Task requirements =
The whole answer is the data below, retyped exactly.

Stored items:
━━━━━━━━━━━━━━━━━━━━━━━━━━━━━━

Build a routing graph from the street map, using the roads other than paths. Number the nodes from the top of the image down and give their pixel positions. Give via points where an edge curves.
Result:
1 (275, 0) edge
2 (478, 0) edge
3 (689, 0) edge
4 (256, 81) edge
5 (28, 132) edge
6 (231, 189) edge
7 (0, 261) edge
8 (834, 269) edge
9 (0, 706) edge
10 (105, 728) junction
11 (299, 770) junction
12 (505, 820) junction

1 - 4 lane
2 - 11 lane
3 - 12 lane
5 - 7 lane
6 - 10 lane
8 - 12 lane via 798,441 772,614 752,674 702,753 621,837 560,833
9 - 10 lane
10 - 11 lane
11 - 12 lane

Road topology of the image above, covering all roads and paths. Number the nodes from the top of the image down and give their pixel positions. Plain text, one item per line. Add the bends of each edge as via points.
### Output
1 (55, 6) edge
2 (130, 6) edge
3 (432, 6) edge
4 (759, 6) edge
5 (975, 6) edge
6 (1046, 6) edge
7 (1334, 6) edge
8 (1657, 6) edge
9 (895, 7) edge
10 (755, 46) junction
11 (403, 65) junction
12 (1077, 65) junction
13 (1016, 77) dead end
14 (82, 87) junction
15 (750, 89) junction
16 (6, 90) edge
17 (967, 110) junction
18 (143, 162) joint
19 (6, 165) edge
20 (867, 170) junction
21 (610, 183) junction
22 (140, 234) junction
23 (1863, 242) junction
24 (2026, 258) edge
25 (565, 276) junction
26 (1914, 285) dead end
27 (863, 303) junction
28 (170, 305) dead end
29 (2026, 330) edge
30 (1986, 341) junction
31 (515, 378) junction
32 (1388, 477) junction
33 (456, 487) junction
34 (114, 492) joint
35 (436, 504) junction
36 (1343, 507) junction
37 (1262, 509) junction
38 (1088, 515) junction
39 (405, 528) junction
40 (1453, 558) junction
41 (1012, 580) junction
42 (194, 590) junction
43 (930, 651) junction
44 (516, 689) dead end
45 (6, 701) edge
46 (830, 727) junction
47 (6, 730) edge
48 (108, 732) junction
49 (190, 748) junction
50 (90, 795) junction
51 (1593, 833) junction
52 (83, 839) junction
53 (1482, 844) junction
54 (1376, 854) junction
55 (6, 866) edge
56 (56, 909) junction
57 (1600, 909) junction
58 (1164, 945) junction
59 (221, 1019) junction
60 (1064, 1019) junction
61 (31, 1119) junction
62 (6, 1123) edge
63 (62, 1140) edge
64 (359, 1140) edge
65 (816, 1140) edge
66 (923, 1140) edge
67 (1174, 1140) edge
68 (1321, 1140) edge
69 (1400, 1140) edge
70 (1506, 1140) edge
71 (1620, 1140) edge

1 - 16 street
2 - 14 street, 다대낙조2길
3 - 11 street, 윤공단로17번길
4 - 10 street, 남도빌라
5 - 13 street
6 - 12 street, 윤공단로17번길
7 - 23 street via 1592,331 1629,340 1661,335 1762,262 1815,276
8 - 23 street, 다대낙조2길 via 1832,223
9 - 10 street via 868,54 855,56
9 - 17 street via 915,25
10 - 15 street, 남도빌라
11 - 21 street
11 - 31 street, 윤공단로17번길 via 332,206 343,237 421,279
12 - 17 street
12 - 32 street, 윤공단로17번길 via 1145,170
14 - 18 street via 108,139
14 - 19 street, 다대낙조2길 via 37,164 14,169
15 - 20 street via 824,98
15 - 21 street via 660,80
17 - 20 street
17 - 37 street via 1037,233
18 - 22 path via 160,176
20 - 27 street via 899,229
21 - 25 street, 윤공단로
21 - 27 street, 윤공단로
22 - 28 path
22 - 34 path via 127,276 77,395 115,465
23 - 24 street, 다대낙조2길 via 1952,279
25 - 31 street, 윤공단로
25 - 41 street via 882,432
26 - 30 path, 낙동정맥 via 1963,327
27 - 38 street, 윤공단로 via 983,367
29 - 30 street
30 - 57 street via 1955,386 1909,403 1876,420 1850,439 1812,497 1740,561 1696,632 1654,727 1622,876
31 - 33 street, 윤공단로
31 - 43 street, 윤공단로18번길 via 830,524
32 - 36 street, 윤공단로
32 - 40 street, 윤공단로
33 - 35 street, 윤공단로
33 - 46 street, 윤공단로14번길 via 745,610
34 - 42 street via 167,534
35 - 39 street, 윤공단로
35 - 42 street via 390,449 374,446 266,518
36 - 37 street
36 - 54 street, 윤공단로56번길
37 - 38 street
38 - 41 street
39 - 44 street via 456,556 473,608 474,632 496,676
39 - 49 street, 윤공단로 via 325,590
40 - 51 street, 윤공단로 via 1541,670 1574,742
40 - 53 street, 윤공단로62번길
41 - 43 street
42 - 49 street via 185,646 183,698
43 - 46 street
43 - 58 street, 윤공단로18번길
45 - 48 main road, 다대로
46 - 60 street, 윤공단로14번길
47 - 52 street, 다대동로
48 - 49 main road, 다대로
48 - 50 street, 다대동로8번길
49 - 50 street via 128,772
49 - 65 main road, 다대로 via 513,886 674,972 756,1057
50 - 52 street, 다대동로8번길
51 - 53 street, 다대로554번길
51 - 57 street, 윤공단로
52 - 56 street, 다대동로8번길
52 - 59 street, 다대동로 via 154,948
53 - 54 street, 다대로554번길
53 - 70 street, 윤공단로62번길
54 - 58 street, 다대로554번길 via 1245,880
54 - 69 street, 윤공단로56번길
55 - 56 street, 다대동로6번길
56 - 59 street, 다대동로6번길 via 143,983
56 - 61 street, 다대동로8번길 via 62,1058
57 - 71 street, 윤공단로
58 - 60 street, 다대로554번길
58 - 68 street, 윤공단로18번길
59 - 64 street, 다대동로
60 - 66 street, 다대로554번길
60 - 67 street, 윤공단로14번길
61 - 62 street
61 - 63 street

━━━━━━━━━━━━━━━━━━━━━━━━━━━━━━

Exercise output =
Build a routing graph from the street map, using the roads other than paths. Number the nodes from the top of the image down and give their pixel positions. Give via points where an edge curves.
Result:
1 (275, 0) edge
2 (478, 0) edge
3 (689, 0) edge
4 (256, 81) edge
5 (28, 132) edge
6 (231, 189) edge
7 (0, 261) edge
8 (834, 269) edge
9 (0, 706) edge
10 (105, 728) junction
11 (299, 770) junction
12 (505, 820) junction

1 - 4 lane
2 - 11 lane
3 - 12 lane
5 - 7 lane
6 - 10 lane
8 - 12 lane via 798,441 772,614 752,674 702,753 621,837 560,833
9 - 10 lane
10 - 11 lane
11 - 12 lane

Road topology of the image above, covering all roads and paths. Number the nodes from the top of the image down and give their pixel positions. Plain text, one item per line. Add the bends of each edge as via points.
### Output
1 (55, 6) edge
2 (130, 6) edge
3 (432, 6) edge
4 (759, 6) edge
5 (975, 6) edge
6 (1046, 6) edge
7 (1334, 6) edge
8 (1657, 6) edge
9 (895, 7) edge
10 (755, 46) junction
11 (403, 65) junction
12 (1077, 65) junction
13 (1016, 77) dead end
14 (82, 87) junction
15 (750, 89) junction
16 (6, 90) edge
17 (967, 110) junction
18 (143, 162) joint
19 (6, 165) edge
20 (867, 170) junction
21 (610, 183) junction
22 (140, 234) junction
23 (1863, 242) junction
24 (2026, 258) edge
25 (565, 276) junction
26 (1914, 285) dead end
27 (863, 303) junction
28 (170, 305) dead end
29 (2026, 330) edge
30 (1986, 341) junction
31 (515, 378) junction
32 (1388, 477) junction
33 (456, 487) junction
34 (114, 492) joint
35 (436, 504) junction
36 (1343, 507) junction
37 (1262, 509) junction
38 (1088, 515) junction
39 (405, 528) junction
40 (1453, 558) junction
41 (1012, 580) junction
42 (194, 590) junction
43 (930, 651) junction
44 (516, 689) dead end
45 (6, 701) edge
46 (830, 727) junction
47 (6, 730) edge
48 (108, 732) junction
49 (190, 748) junction
50 (90, 795) junction
51 (1593, 833) junction
52 (83, 839) junction
53 (1482, 844) junction
54 (1376, 854) junction
55 (6, 866) edge
56 (56, 909) junction
57 (1600, 909) junction
58 (1164, 945) junction
59 (221, 1019) junction
60 (1064, 1019) junction
61 (31, 1119) junction
62 (6, 1123) edge
63 (62, 1140) edge
64 (359, 1140) edge
65 (816, 1140) edge
66 (923, 1140) edge
67 (1174, 1140) edge
68 (1321, 1140) edge
69 (1400, 1140) edge
70 (1506, 1140) edge
71 (1620, 1140) edge

1 - 16 street
2 - 14 street, 다대낙조2길
3 - 11 street, 윤공단로17번길
4 - 10 street, 남도빌라
5 - 13 street
6 - 12 street, 윤공단로17번길
7 - 23 street via 1592,331 1629,340 1661,335 1762,262 1815,276
8 - 23 street, 다대낙조2길 via 1832,223
9 - 10 street via 868,54 855,56
9 - 17 street via 915,25
10 - 15 street, 남도빌라
11 - 21 street
11 - 31 street, 윤공단로17번길 via 332,206 343,237 421,279
12 - 17 street
12 - 32 street, 윤공단로17번길 via 1145,170
14 - 18 street via 108,139
14 - 19 street, 다대낙조2길 via 37,164 14,169
15 - 20 street via 824,98
15 - 21 street via 660,80
17 - 20 street
17 - 37 street via 1037,233
18 - 22 path via 160,176
20 - 27 street via 899,229
21 - 25 street, 윤공단로
21 - 27 street, 윤공단로
22 - 28 path
22 - 34 path via 127,276 77,395 115,465
23 - 24 street, 다대낙조2길 via 1952,279
25 - 31 street, 윤공단로
25 - 41 street via 882,432
26 - 30 path, 낙동정맥 via 1963,327
27 - 38 street, 윤공단로 via 983,367
29 - 30 street
30 - 57 street via 1955,386 1909,403 1876,420 1850,439 1812,497 1740,561 1696,632 1654,727 1622,876
31 - 33 street, 윤공단로
31 - 43 street, 윤공단로18번길 via 830,524
32 - 36 street, 윤공단로
32 - 40 street, 윤공단로
33 - 35 street, 윤공단로
33 - 46 street, 윤공단로14번길 via 745,610
34 - 42 street via 167,534
35 - 39 street, 윤공단로
35 - 42 street via 390,449 374,446 266,518
36 - 37 street
36 - 54 street, 윤공단로56번길
37 - 38 street
38 - 41 street
39 - 44 street via 456,556 473,608 474,632 496,676
39 - 49 street, 윤공단로 via 325,590
40 - 51 street, 윤공단로 via 1541,670 1574,742
40 - 53 street, 윤공단로62번길
41 - 43 street
42 - 49 street via 185,646 183,698
43 - 46 street
43 - 58 street, 윤공단로18번길
45 - 48 main road, 다대로
46 - 60 street, 윤공단로14번길
47 - 52 street, 다대동로
48 - 49 main road, 다대로
48 - 50 street, 다대동로8번길
49 - 50 street via 128,772
49 - 65 main road, 다대로 via 513,886 674,972 756,1057
50 - 52 street, 다대동로8번길
51 - 53 street, 다대로554번길
51 - 57 street, 윤공단로
52 - 56 street, 다대동로8번길
52 - 59 street, 다대동로 via 154,948
53 - 54 street, 다대로554번길
53 - 70 street, 윤공단로62번길
54 - 58 street, 다대로554번길 via 1245,880
54 - 69 street, 윤공단로56번길
55 - 56 street, 다대동로6번길
56 - 59 street, 다대동로6번길 via 143,983
56 - 61 street, 다대동로8번길 via 62,1058
57 - 71 street, 윤공단로
58 - 60 street, 다대로554번길
58 - 68 street, 윤공단로18번길
59 - 64 street, 다대동로
60 - 66 street, 다대로554번길
60 - 67 street, 윤공단로14번길
61 - 62 street
61 - 63 street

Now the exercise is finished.